Look for the word "شارع" in the entries and copy every line where it shows up.

Dataset entries
□ □ □ □ □
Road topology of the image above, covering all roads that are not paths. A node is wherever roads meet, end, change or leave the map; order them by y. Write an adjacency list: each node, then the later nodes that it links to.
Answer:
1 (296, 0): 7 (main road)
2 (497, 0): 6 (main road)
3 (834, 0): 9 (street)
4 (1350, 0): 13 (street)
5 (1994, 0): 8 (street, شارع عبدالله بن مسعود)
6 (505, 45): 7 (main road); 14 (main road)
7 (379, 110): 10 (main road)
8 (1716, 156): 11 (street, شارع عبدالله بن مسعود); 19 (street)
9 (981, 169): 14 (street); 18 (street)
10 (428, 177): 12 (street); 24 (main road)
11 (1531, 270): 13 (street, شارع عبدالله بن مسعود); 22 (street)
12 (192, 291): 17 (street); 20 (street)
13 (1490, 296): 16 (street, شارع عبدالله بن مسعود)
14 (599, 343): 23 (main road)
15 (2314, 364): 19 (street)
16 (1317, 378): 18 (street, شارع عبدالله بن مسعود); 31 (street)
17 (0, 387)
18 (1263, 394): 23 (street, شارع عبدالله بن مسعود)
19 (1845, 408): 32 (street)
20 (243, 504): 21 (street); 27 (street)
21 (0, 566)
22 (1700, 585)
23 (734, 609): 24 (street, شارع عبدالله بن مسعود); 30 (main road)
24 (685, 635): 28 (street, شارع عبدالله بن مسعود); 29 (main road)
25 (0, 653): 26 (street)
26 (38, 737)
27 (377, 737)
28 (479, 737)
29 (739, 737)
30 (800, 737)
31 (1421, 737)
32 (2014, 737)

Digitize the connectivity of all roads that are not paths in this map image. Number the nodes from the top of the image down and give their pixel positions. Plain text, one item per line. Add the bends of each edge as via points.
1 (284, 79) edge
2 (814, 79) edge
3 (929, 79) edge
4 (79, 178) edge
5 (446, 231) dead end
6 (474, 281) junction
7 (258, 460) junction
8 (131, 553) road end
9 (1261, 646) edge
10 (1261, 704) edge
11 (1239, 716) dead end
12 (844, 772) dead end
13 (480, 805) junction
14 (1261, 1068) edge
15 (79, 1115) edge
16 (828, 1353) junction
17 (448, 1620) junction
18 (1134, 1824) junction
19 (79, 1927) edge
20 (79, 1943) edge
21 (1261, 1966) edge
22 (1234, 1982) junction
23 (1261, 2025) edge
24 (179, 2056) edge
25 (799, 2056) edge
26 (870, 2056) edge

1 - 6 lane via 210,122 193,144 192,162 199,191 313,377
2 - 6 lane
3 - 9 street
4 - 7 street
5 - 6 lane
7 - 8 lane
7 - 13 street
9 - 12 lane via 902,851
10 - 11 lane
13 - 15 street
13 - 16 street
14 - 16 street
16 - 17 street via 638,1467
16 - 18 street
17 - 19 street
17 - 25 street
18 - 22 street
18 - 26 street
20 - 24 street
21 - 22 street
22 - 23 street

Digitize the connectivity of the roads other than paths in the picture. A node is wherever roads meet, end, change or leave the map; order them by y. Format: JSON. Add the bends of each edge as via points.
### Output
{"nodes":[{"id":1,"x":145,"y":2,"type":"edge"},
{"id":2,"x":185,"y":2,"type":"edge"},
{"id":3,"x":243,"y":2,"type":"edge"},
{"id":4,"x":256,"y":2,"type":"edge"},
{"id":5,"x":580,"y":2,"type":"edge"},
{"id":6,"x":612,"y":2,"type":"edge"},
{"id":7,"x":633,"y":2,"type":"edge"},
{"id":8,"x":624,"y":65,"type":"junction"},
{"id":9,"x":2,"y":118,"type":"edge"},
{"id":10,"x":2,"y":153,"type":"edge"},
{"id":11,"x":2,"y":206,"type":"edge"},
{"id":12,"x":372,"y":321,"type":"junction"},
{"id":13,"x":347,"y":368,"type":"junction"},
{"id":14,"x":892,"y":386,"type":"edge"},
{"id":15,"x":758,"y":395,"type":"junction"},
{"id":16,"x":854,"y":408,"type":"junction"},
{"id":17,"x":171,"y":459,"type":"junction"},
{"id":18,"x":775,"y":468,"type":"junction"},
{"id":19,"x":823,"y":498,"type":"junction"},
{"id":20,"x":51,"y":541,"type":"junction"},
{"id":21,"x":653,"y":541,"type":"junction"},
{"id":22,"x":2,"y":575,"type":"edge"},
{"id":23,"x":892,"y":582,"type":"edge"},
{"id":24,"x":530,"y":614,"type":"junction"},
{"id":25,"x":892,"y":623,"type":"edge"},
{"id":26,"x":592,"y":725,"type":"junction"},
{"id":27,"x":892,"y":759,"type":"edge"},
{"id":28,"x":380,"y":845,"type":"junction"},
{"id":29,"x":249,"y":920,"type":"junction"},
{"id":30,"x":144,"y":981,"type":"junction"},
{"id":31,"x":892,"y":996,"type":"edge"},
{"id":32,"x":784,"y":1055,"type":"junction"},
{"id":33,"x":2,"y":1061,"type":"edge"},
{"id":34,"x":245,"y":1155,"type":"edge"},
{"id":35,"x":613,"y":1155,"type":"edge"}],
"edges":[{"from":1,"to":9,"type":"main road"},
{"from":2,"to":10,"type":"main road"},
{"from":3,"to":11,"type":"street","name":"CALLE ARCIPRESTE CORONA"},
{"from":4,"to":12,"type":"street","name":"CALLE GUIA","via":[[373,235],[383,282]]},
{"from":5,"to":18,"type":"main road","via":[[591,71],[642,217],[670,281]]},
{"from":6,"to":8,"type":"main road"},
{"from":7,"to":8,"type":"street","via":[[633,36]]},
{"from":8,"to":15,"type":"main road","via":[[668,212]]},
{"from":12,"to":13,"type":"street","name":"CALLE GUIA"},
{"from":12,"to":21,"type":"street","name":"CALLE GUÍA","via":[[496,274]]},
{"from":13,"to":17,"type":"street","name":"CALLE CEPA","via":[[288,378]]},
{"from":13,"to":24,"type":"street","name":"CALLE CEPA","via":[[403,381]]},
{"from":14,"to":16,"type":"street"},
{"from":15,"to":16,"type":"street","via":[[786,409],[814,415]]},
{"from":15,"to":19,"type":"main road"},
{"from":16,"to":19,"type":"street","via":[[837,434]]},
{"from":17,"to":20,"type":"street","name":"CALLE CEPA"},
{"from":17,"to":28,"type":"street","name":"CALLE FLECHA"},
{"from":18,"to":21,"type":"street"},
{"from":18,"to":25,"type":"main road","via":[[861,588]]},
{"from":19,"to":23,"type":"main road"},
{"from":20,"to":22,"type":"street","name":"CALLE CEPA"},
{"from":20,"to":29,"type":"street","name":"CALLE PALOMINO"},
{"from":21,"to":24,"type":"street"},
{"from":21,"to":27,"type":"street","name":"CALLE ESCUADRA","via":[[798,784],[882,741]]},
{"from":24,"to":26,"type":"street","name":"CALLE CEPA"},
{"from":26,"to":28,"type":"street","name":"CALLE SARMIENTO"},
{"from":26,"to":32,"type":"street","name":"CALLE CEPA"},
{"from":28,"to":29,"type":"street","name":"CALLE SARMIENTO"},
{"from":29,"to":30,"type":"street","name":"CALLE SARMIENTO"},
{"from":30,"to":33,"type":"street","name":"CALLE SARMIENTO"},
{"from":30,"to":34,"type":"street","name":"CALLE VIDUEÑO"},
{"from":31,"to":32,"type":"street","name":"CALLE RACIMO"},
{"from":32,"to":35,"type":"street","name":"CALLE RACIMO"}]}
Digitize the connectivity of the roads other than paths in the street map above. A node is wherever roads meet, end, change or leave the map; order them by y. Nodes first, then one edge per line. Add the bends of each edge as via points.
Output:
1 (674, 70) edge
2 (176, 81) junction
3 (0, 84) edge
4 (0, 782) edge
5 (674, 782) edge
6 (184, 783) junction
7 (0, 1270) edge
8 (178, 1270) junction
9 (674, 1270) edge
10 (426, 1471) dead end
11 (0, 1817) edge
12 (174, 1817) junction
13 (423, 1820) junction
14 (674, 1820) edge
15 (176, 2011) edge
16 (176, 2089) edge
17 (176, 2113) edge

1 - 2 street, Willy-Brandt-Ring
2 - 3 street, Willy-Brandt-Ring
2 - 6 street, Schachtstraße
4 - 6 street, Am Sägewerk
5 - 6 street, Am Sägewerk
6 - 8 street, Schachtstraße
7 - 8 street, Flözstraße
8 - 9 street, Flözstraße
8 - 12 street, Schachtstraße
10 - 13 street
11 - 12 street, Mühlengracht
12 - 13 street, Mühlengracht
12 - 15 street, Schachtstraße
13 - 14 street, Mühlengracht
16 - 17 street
□ □ □ □ □
_Answer space:_
5 (1994, 0): 8 (street, شارع عبدالله بن مسعود)
8 (1716, 156): 11 (street, شارع عبدالله بن مسعود); 19 (street)
11 (1531, 270): 13 (street, شارع عبدالله بن مسعود); 22 (street)
13 (1490, 296): 16 (street, شارع عبدالله بن مسعود)
16 (1317, 378): 18 (street, شارع عبدالله بن مسعود); 31 (street)
18 (1263, 394): 23 (street, شارع عبدالله بن مسعود)
23 (734, 609): 24 (street, شارع عبدالله بن مسعود); 30 (main road)
24 (685, 635): 28 (street, شارع عبدالله بن مسعود); 29 (main road)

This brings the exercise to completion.